*Given records*:
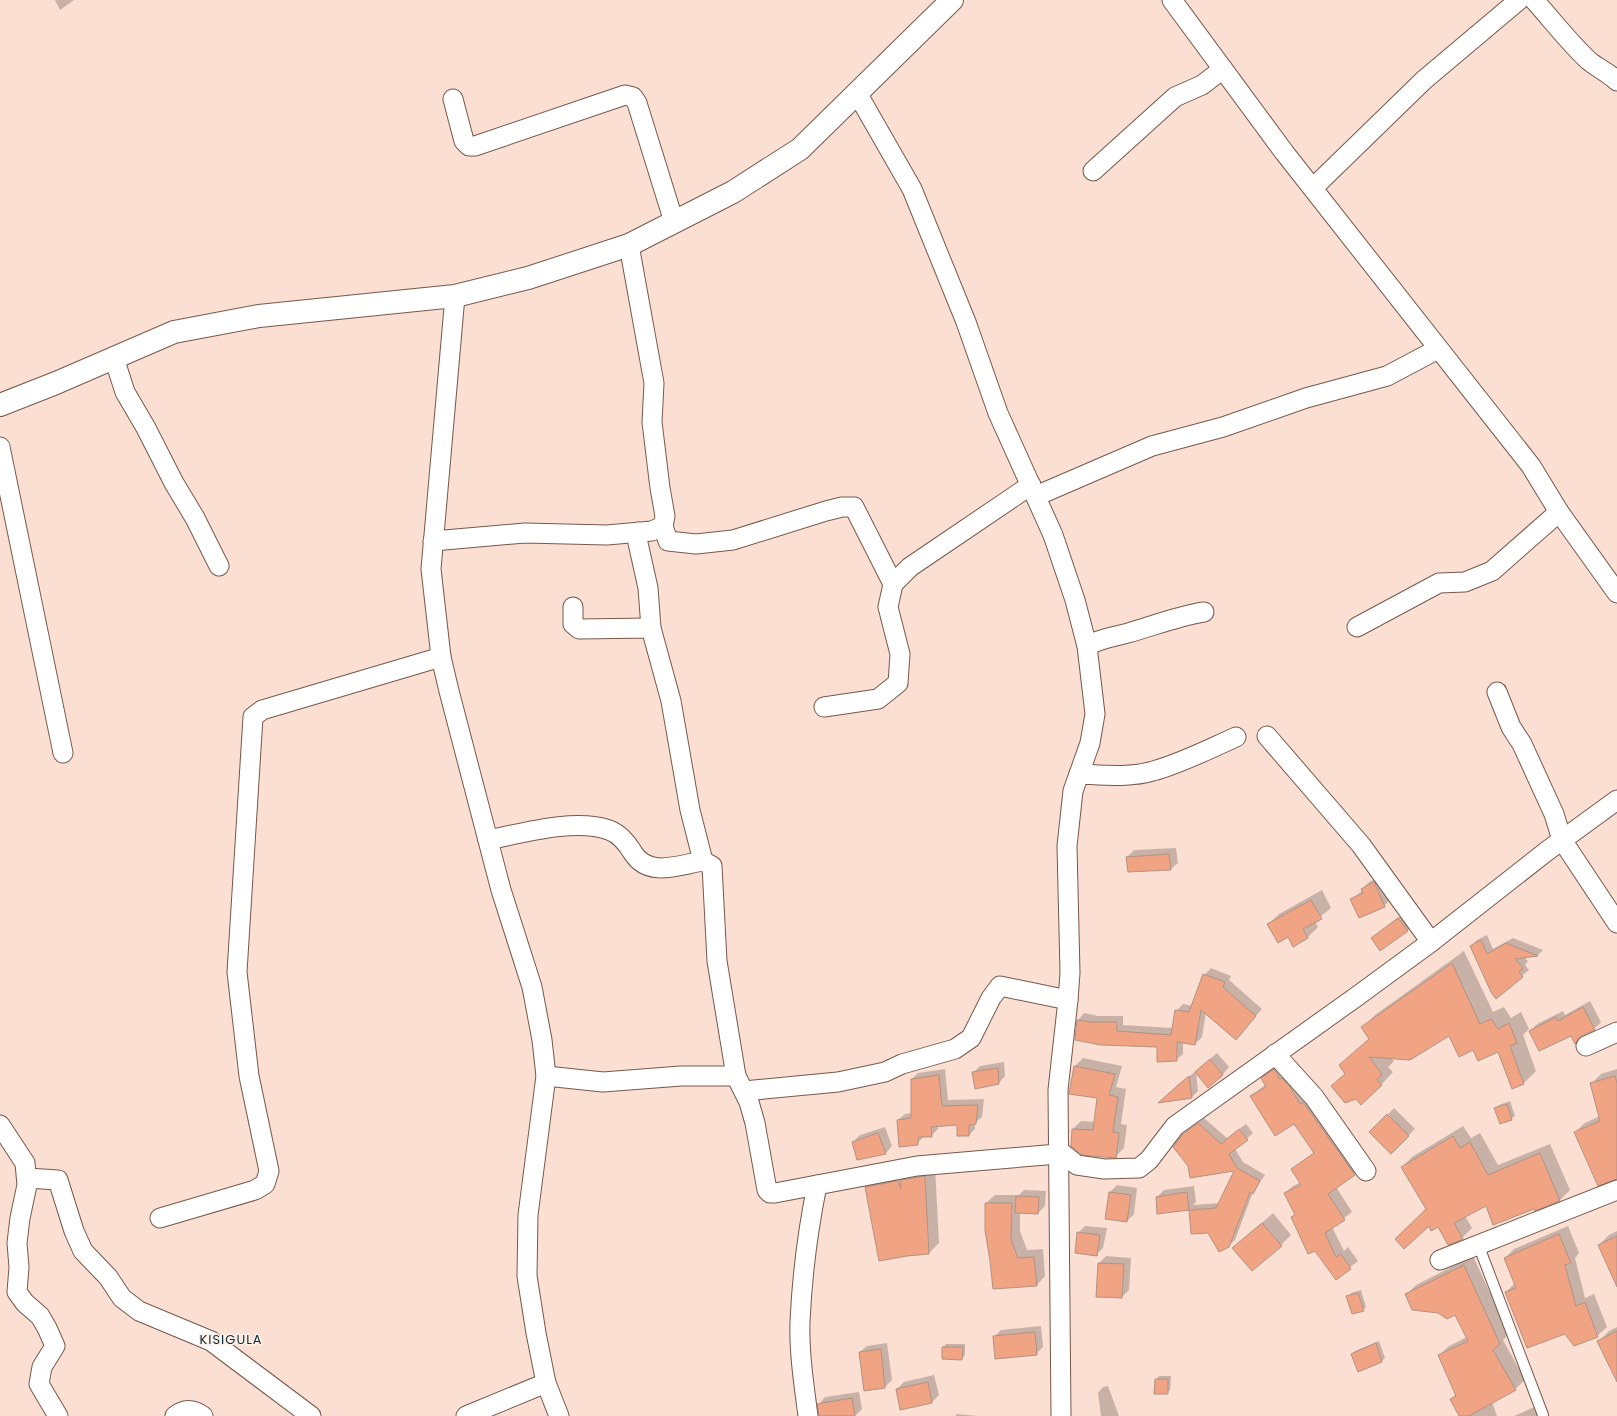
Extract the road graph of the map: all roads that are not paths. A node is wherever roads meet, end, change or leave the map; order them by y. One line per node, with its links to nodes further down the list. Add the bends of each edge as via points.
1 (952, 0): 7 (street)
2 (1172, 0): 5 (street)
3 (1518, 0): 10 (street, via 1424,80)
4 (1534, 0): 6 (street, via 1593,65 1608,72)
5 (1223, 69): 9 (street, via 1202,85 1175,97); 10 (street, via 1284,152)
6 (1617, 82)
7 (857, 93): 11 (street, via 800,149 733,192); 18 (street, via 912,190 966,322 998,413)
8 (453, 99): 11 (street, via 464,141 469,146 475,146 625,95 633,97 638,103)
9 (1093, 171)
10 (1314, 187): 14 (street)
11 (674, 222): 12 (street)
12 (629, 245): 13 (street, via 528,278); 20 (street, via 654,383 652,422 665,516)
13 (455, 296): 15 (street, via 258,316 174,332); 22 (street)
14 (1438, 348): 18 (street, via 1387,376 1306,398 1224,427 1152,446); 19 (street, via 1531,466)
15 (114, 358): 16 (street); 23 (street, via 125,392)
16 (0, 404)
17 (0, 447): 36 (street)
18 (1033, 491): 24 (street, via 910,567); 30 (street, via 1053,535)
19 (1559, 512): 25 (street); 29 (street, via 1492,571 1465,582 1439,583)
20 (663, 526): 21 (street, via 652,531); 24 (street, via 668,541 696,544 733,540 842,506 854,507)
21 (638, 532): 22 (street, via 607,535 525,533); 28 (street, via 648,588)
22 (433, 541): 31 (street, via 431,569)
23 (219, 566)
24 (893, 584): 33 (street, via 888,607 900,654 898,684 878,699)
25 (1617, 593)
26 (573, 607): 28 (street, via 573,624 579,629)
27 (1204, 612): 30 (street, via 1126,634 1102,638)
28 (651, 628): 41 (street, via 670,701 689,804)
29 (1357, 628)
30 (1087, 646): 37 (street, via 1095,714 1090,744)
31 (441, 657): 39 (street); 56 (street, via 262,710 253,717 237,972 249,1076 269,1171 265,1184 255,1190)
32 (1497, 692): 40 (street, via 1511,727 1522,744 1554,814)
33 (824, 707)
34 (1267, 736): 43 (street, via 1361,845)
35 (1236, 737): 37 (street, via 1189,759 1152,772 1112,776)
36 (63, 753)
37 (1079, 774): 44 (street, via 1073,790 1067,846 1070,973)
38 (1617, 800): 40 (street)
39 (488, 840): 41 (street, via 557,827 585,826 608,830 619,835 638,862 647,867); 48 (street, via 532,987)
40 (1562, 840): 42 (street); 43 (street)
41 (703, 861): 49 (street, via 712,866 717,961)
42 (1617, 923)
43 (1431, 942): 47 (street)
44 (1068, 1000): 49 (street, via 1000,986 991,998 971,1038 955,1048 902,1064 885,1072 838,1082); 51 (street, via 1058,1090)
45 (1617, 1032): 46 (street)
46 (1586, 1046)
47 (1275, 1054): 51 (street, via 1175,1126 1149,1160 1138,1168 1104,1169 1077,1165); 52 (street, via 1314,1097)
48 (546, 1076): 49 (street, via 604,1082 681,1076); 59 (street, via 526,1245 527,1276)
49 (740, 1083): 54 (street, via 755,1123 768,1190 775,1194)
50 (0, 1125): 53 (street, via 25,1163)
51 (1058, 1152): 54 (street, via 917,1166); 68 (street)
52 (1366, 1170)
53 (27, 1178): 61 (street, via 28,1185 17,1244 17,1292 40,1316 55,1346 42,1367 39,1384); 64 (street, via 58,1180 83,1251 122,1298 139,1311 211,1341)
54 (817, 1185): 67 (street, via 809,1229 800,1323 802,1372)
55 (1617, 1190): 57 (street)
56 (160, 1218)
57 (1478, 1244): 58 (street); 60 (lane)
58 (1440, 1260)
59 (546, 1384): 65 (street); 66 (street)
60 (1543, 1415)
61 (58, 1416)
62 (175, 1416): 63 (street, via 187,1410 194,1410)
63 (203, 1416)
64 (311, 1416)
65 (466, 1416)
66 (560, 1416)
67 (808, 1416)
68 (1061, 1416)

*What you are asked to do*:
Would you retype the entries above in full, exactly as written, minus the pictures?

*Solution below*:
Extract the road graph of the map: all roads that are not paths. A node is wherever roads meet, end, change or leave the map; order them by y. One line per node, with its links to nodes further down the list. Add the bends of each edge as via points.
1 (952, 0): 7 (street)
2 (1172, 0): 5 (street)
3 (1518, 0): 10 (street, via 1424,80)
4 (1534, 0): 6 (street, via 1593,65 1608,72)
5 (1223, 69): 9 (street, via 1202,85 1175,97); 10 (street, via 1284,152)
6 (1617, 82)
7 (857, 93): 11 (street, via 800,149 733,192); 18 (street, via 912,190 966,322 998,413)
8 (453, 99): 11 (street, via 464,141 469,146 475,146 625,95 633,97 638,103)
9 (1093, 171)
10 (1314, 187): 14 (street)
11 (674, 222): 12 (street)
12 (629, 245): 13 (street, via 528,278); 20 (street, via 654,383 652,422 665,516)
13 (455, 296): 15 (street, via 258,316 174,332); 22 (street)
14 (1438, 348): 18 (street, via 1387,376 1306,398 1224,427 1152,446); 19 (street, via 1531,466)
15 (114, 358): 16 (street); 23 (street, via 125,392)
16 (0, 404)
17 (0, 447): 36 (street)
18 (1033, 491): 24 (street, via 910,567); 30 (street, via 1053,535)
19 (1559, 512): 25 (street); 29 (street, via 1492,571 1465,582 1439,583)
20 (663, 526): 21 (street, via 652,531); 24 (street, via 668,541 696,544 733,540 842,506 854,507)
21 (638, 532): 22 (street, via 607,535 525,533); 28 (street, via 648,588)
22 (433, 541): 31 (street, via 431,569)
23 (219, 566)
24 (893, 584): 33 (street, via 888,607 900,654 898,684 878,699)
25 (1617, 593)
26 (573, 607): 28 (street, via 573,624 579,629)
27 (1204, 612): 30 (street, via 1126,634 1102,638)
28 (651, 628): 41 (street, via 670,701 689,804)
29 (1357, 628)
30 (1087, 646): 37 (street, via 1095,714 1090,744)
31 (441, 657): 39 (street); 56 (street, via 262,710 253,717 237,972 249,1076 269,1171 265,1184 255,1190)
32 (1497, 692): 40 (street, via 1511,727 1522,744 1554,814)
33 (824, 707)
34 (1267, 736): 43 (street, via 1361,845)
35 (1236, 737): 37 (street, via 1189,759 1152,772 1112,776)
36 (63, 753)
37 (1079, 774): 44 (street, via 1073,790 1067,846 1070,973)
38 (1617, 800): 40 (street)
39 (488, 840): 41 (street, via 557,827 585,826 608,830 619,835 638,862 647,867); 48 (street, via 532,987)
40 (1562, 840): 42 (street); 43 (street)
41 (703, 861): 49 (street, via 712,866 717,961)
42 (1617, 923)
43 (1431, 942): 47 (street)
44 (1068, 1000): 49 (street, via 1000,986 991,998 971,1038 955,1048 902,1064 885,1072 838,1082); 51 (street, via 1058,1090)
45 (1617, 1032): 46 (street)
46 (1586, 1046)
47 (1275, 1054): 51 (street, via 1175,1126 1149,1160 1138,1168 1104,1169 1077,1165); 52 (street, via 1314,1097)
48 (546, 1076): 49 (street, via 604,1082 681,1076); 59 (street, via 526,1245 527,1276)
49 (740, 1083): 54 (street, via 755,1123 768,1190 775,1194)
50 (0, 1125): 53 (street, via 25,1163)
51 (1058, 1152): 54 (street, via 917,1166); 68 (street)
52 (1366, 1170)
53 (27, 1178): 61 (street, via 28,1185 17,1244 17,1292 40,1316 55,1346 42,1367 39,1384); 64 (street, via 58,1180 83,1251 122,1298 139,1311 211,1341)
54 (817, 1185): 67 (street, via 809,1229 800,1323 802,1372)
55 (1617, 1190): 57 (street)
56 (160, 1218)
57 (1478, 1244): 58 (street); 60 (lane)
58 (1440, 1260)
59 (546, 1384): 65 (street); 66 (street)
60 (1543, 1415)
61 (58, 1416)
62 (175, 1416): 63 (street, via 187,1410 194,1410)
63 (203, 1416)
64 (311, 1416)
65 (466, 1416)
66 (560, 1416)
67 (808, 1416)
68 (1061, 1416)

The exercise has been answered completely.